▶ [EXERCISE DETAILS] Across the material below, say how many lines contain the string "Alferes", and add no other words.

▶ [EXERCISE DATA]
────────────────────────────────────────
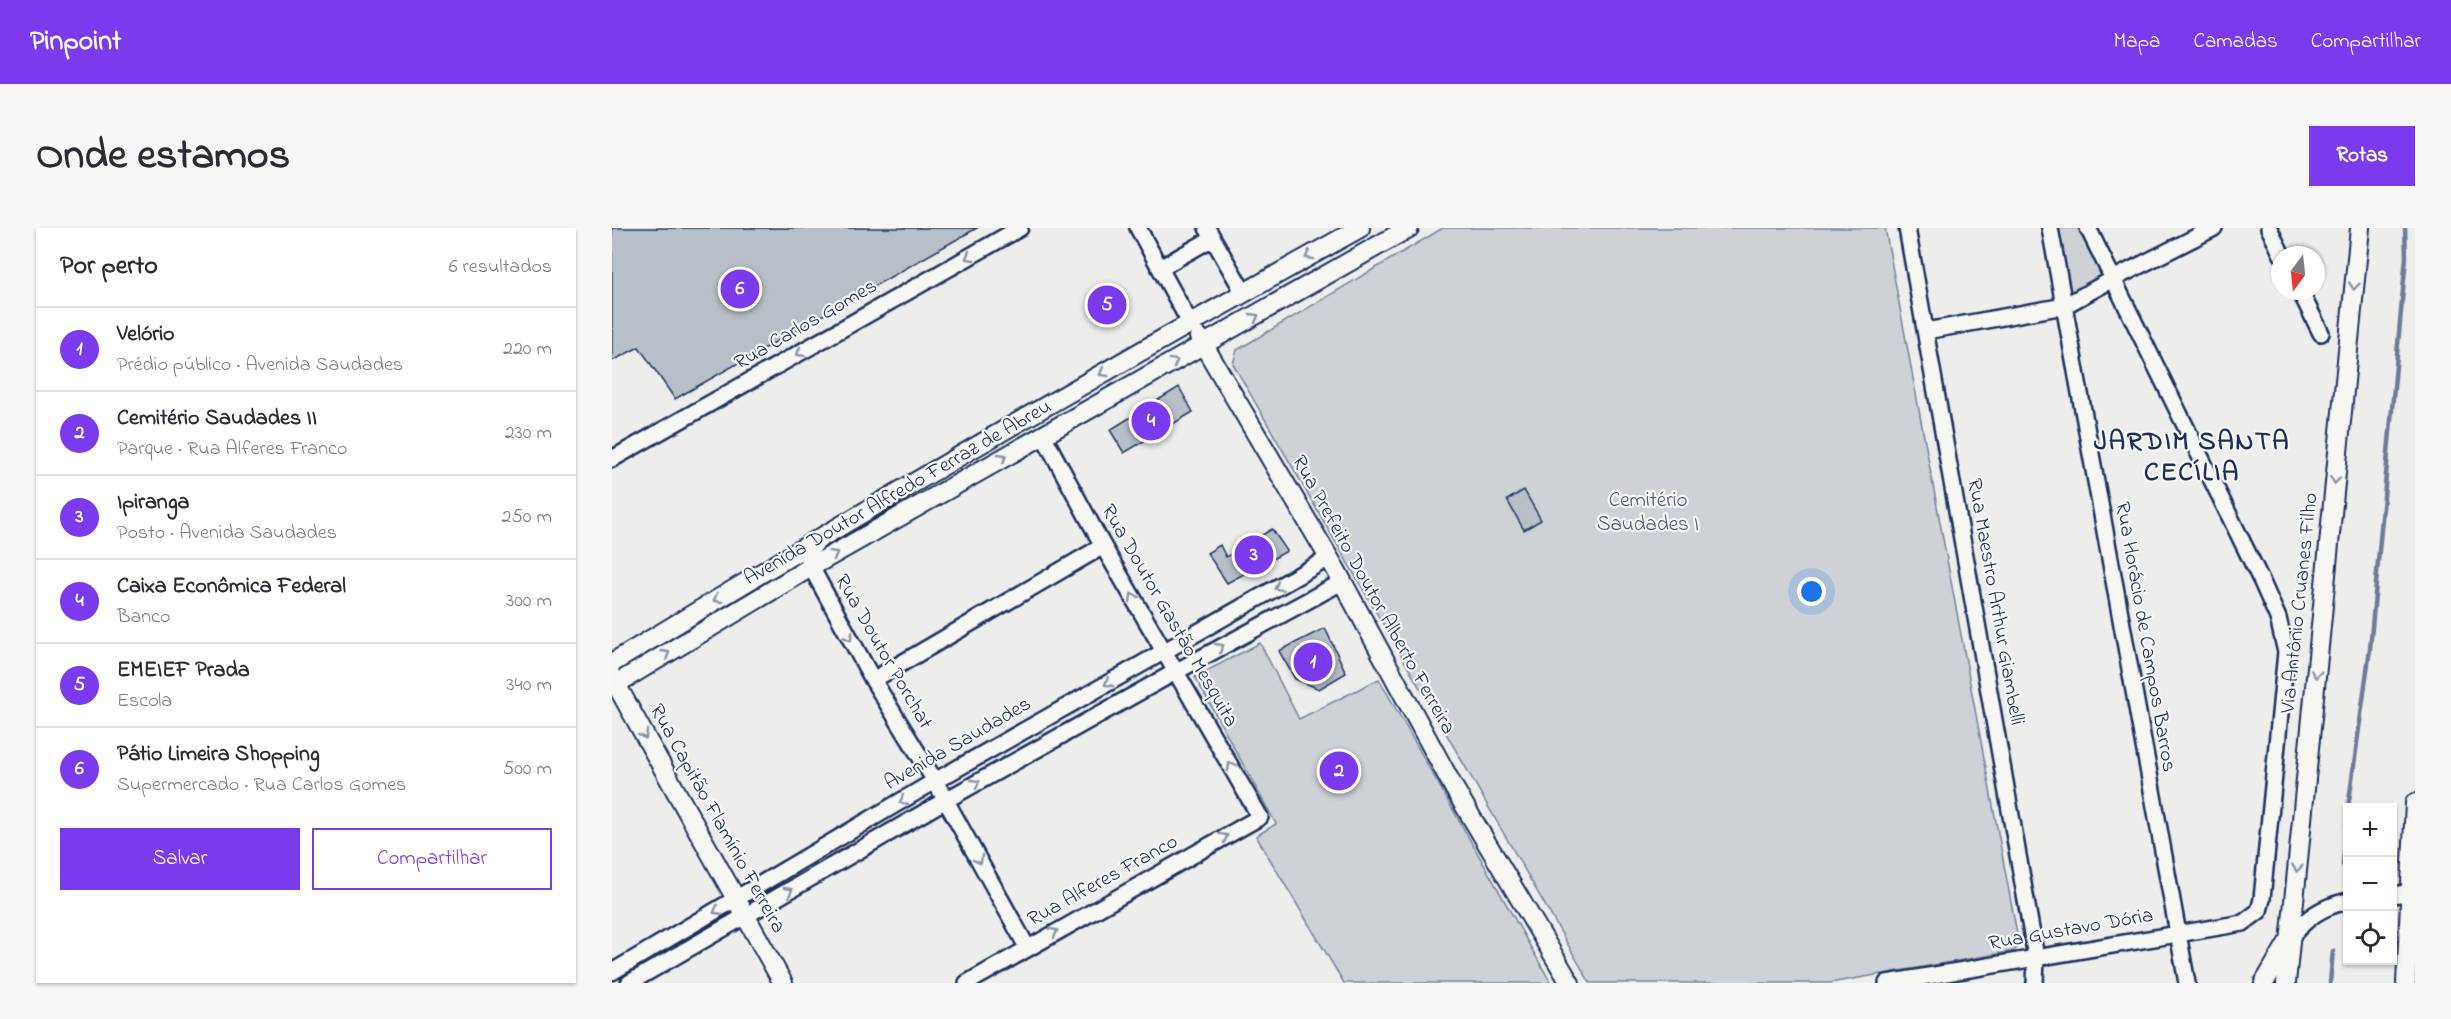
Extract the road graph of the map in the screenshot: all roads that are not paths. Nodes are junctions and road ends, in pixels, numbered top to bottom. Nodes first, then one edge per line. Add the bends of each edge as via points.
1 (1020, 228) edge
2 (1138, 228) edge
3 (1360, 228) edge
4 (1409, 228) edge
5 (1907, 228) edge
6 (2050, 228) edge
7 (2088, 228) edge
8 (2214, 228) edge
9 (2269, 228) edge
10 (2360, 228) edge
11 (1210, 233) edge
12 (2278, 246) edge
13 (1160, 268) junction
14 (2113, 279) junction
15 (1244, 293) junction
16 (2304, 300) edge
17 (2064, 306) junction
18 (1190, 323) junction
19 (1926, 331) junction
20 (2321, 333) dead end
21 (1204, 345) junction
22 (1043, 435) junction
23 (612, 459) edge
24 (824, 535) junction
25 (1103, 546) junction
26 (1329, 558) junction
27 (811, 567) junction
28 (1342, 582) junction
29 (1165, 650) junction
30 (612, 663) edge
31 (1177, 671) junction
32 (873, 680) junction
33 (613, 682) edge
34 (935, 781) junction
35 (946, 800) junction
36 (2415, 803) edge
37 (1260, 817) joint
38 (2406, 894) edge
39 (737, 899) junction
40 (2343, 903) edge
41 (746, 916) junction
42 (2178, 933) junction
43 (2290, 938) junction
44 (1027, 947) junction
45 (2412, 947) edge
46 (2036, 957) junction
47 (612, 972) edge
48 (629, 983) edge
49 (783, 983) edge
50 (967, 983) edge
51 (1570, 983) edge
52 (1887, 983) edge
53 (2035, 983) edge
54 (2187, 983) edge
55 (2264, 983) edge
56 (2286, 983) edge
57 (2406, 983) edge

1 -> 23 street, Rua Carlos Gomes
2 - 13 street, Rua Prefeito Doutor Alberto Ferreira
3 -> 15 main road, Avenida Doutor Alfredo Ferraz de Abreu
21 -> 4 main road, Avenida Doutor Alfredo Ferraz de Abreu
5 - 19 street, Rua Maestro Arthur Giambelli
6 - 17 street, Rua Horácio de Campos Barros
7 - 14 street
8 - 14 street
9 - 12 street
10 -> 43 main road, Via Antônio Cruanes Filho
11 - 13 street
11 - 15 street
13 - 18 street, Rua Prefeito Doutor Alberto Ferreira
14 - 17 street
14 - 42 street, Rua Gustavo Dória via 2261,580 2278,618 2286,652 2259,910 2243,923
15 - 18 main road, Avenida Doutor Alfredo Ferraz de Abreu
16 - 20 street
17 - 19 street
17 - 42 street, Rua Horácio de Campos Barros
18 - 21 main road, Rua Prefeito Doutor Alberto Ferreira
18 -> 24 main road, Avenida Doutor Alfredo Ferraz de Abreu
19 - 46 street, Rua Maestro Arthur Giambelli
22 -> 21 main road, Avenida Doutor Alfredo Ferraz de Abreu
21 - 26 main road, Rua Prefeito Doutor Alberto Ferreira
22 - 25 street, Rua Doutor Gastão Mesquita
27 -> 22 main road, Avenida Doutor Alfredo Ferraz de Abreu
24 - 27 street, Rua Doutor Porchat via 809,550
24 -> 30 main road, Avenida Doutor Alfredo Ferraz de Abreu
29 -> 25 street, Rua Doutor Gastão Mesquita
25 - 32 street
26 - 28 main road, Rua Prefeito Doutor Alberto Ferreira
26 -> 29 street, Avenida Saudades
27 -> 32 street, Rua Doutor Porchat
33 -> 27 main road, Avenida Doutor Alfredo Ferraz de Abreu
31 -> 28 street, Avenida Saudades
28 - 51 main road, Rua Prefeito Doutor Alberto Ferreira via 1454,788
29 - 31 street, Rua Doutor Gastão Mesquita
29 -> 34 street, Avenida Saudades
35 -> 31 street, Avenida Saudades
37 -> 31 street, Rua Doutor Gastão Mesquita
32 - 34 street, Rua Doutor Porchat
33 -> 39 main road, Rua Capitão Flamínio Ferreira
34 - 35 street, Rua Doutor Porchat
34 -> 39 street, Avenida Saudades
41 -> 35 street, Avenida Saudades
35 -> 44 street, Rua Doutor Porchat
36 - 38 main road
44 -> 37 street, Rua Alferes Franco
38 - 45 main road
39 - 41 main road, Rua Capitão Flamínio Ferreira
39 -> 47 street, Avenida Saudades
40 - 43 street via 2306,919
41 - 48 street, Avenida Saudades
41 - 49 main road, Rua Capitão Flamínio Ferreira
42 - 46 street, Rua Gustavo Dória
42 - 54 street, Rua Horácio de Campos Barros
43 - 55 main road
43 - 56 main road, Via Antônio Cruanes Filho
44 - 50 street, Rua Alferes Franco
45 - 57 main road
46 - 52 street, Rua Gustavo Dória
46 - 53 street, Rua Maestro Arthur Giambelli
────────────────────────────────────────
▶ [REPLY] 2